▸ **Instructions for the task**: Each record that follows should be transcribed word for word.

(Saved entries)
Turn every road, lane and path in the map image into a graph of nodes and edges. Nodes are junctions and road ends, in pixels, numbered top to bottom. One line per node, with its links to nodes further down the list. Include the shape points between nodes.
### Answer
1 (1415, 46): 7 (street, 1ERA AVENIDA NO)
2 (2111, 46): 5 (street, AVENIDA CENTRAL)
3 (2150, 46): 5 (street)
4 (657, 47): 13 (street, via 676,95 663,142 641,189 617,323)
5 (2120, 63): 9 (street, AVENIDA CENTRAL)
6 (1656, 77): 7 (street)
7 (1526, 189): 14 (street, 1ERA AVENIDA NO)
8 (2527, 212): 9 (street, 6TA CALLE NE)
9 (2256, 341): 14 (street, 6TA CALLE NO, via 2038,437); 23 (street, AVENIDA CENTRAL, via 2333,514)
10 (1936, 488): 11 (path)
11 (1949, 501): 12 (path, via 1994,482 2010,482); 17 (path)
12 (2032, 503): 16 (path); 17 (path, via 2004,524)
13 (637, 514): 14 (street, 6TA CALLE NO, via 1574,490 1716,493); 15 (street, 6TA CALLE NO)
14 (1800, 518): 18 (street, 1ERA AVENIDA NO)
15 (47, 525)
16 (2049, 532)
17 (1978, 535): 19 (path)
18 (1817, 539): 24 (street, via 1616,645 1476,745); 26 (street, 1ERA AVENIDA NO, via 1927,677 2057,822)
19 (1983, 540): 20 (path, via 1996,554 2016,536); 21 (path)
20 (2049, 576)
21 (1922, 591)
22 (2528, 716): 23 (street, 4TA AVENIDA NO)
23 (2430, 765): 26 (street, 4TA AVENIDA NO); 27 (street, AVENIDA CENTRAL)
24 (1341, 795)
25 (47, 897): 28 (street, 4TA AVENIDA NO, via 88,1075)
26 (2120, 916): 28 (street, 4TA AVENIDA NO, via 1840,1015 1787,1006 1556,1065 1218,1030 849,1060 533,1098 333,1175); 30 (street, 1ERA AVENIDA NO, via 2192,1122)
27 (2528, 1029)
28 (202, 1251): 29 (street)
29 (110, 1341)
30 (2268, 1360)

▸ **Response to the exercise**:
Turn every road, lane and path in the map image into a graph of nodes and edges. Nodes are junctions and road ends, in pixels, numbered top to bottom. One line per node, with its links to nodes further down the list. Include the shape points between nodes.
### Answer
1 (1415, 46): 7 (street, 1ERA AVENIDA NO)
2 (2111, 46): 5 (street, AVENIDA CENTRAL)
3 (2150, 46): 5 (street)
4 (657, 47): 13 (street, via 676,95 663,142 641,189 617,323)
5 (2120, 63): 9 (street, AVENIDA CENTRAL)
6 (1656, 77): 7 (street)
7 (1526, 189): 14 (street, 1ERA AVENIDA NO)
8 (2527, 212): 9 (street, 6TA CALLE NE)
9 (2256, 341): 14 (street, 6TA CALLE NO, via 2038,437); 23 (street, AVENIDA CENTRAL, via 2333,514)
10 (1936, 488): 11 (path)
11 (1949, 501): 12 (path, via 1994,482 2010,482); 17 (path)
12 (2032, 503): 16 (path); 17 (path, via 2004,524)
13 (637, 514): 14 (street, 6TA CALLE NO, via 1574,490 1716,493); 15 (street, 6TA CALLE NO)
14 (1800, 518): 18 (street, 1ERA AVENIDA NO)
15 (47, 525)
16 (2049, 532)
17 (1978, 535): 19 (path)
18 (1817, 539): 24 (street, via 1616,645 1476,745); 26 (street, 1ERA AVENIDA NO, via 1927,677 2057,822)
19 (1983, 540): 20 (path, via 1996,554 2016,536); 21 (path)
20 (2049, 576)
21 (1922, 591)
22 (2528, 716): 23 (street, 4TA AVENIDA NO)
23 (2430, 765): 26 (street, 4TA AVENIDA NO); 27 (street, AVENIDA CENTRAL)
24 (1341, 795)
25 (47, 897): 28 (street, 4TA AVENIDA NO, via 88,1075)
26 (2120, 916): 28 (street, 4TA AVENIDA NO, via 1840,1015 1787,1006 1556,1065 1218,1030 849,1060 533,1098 333,1175); 30 (street, 1ERA AVENIDA NO, via 2192,1122)
27 (2528, 1029)
28 (202, 1251): 29 (street)
29 (110, 1341)
30 (2268, 1360)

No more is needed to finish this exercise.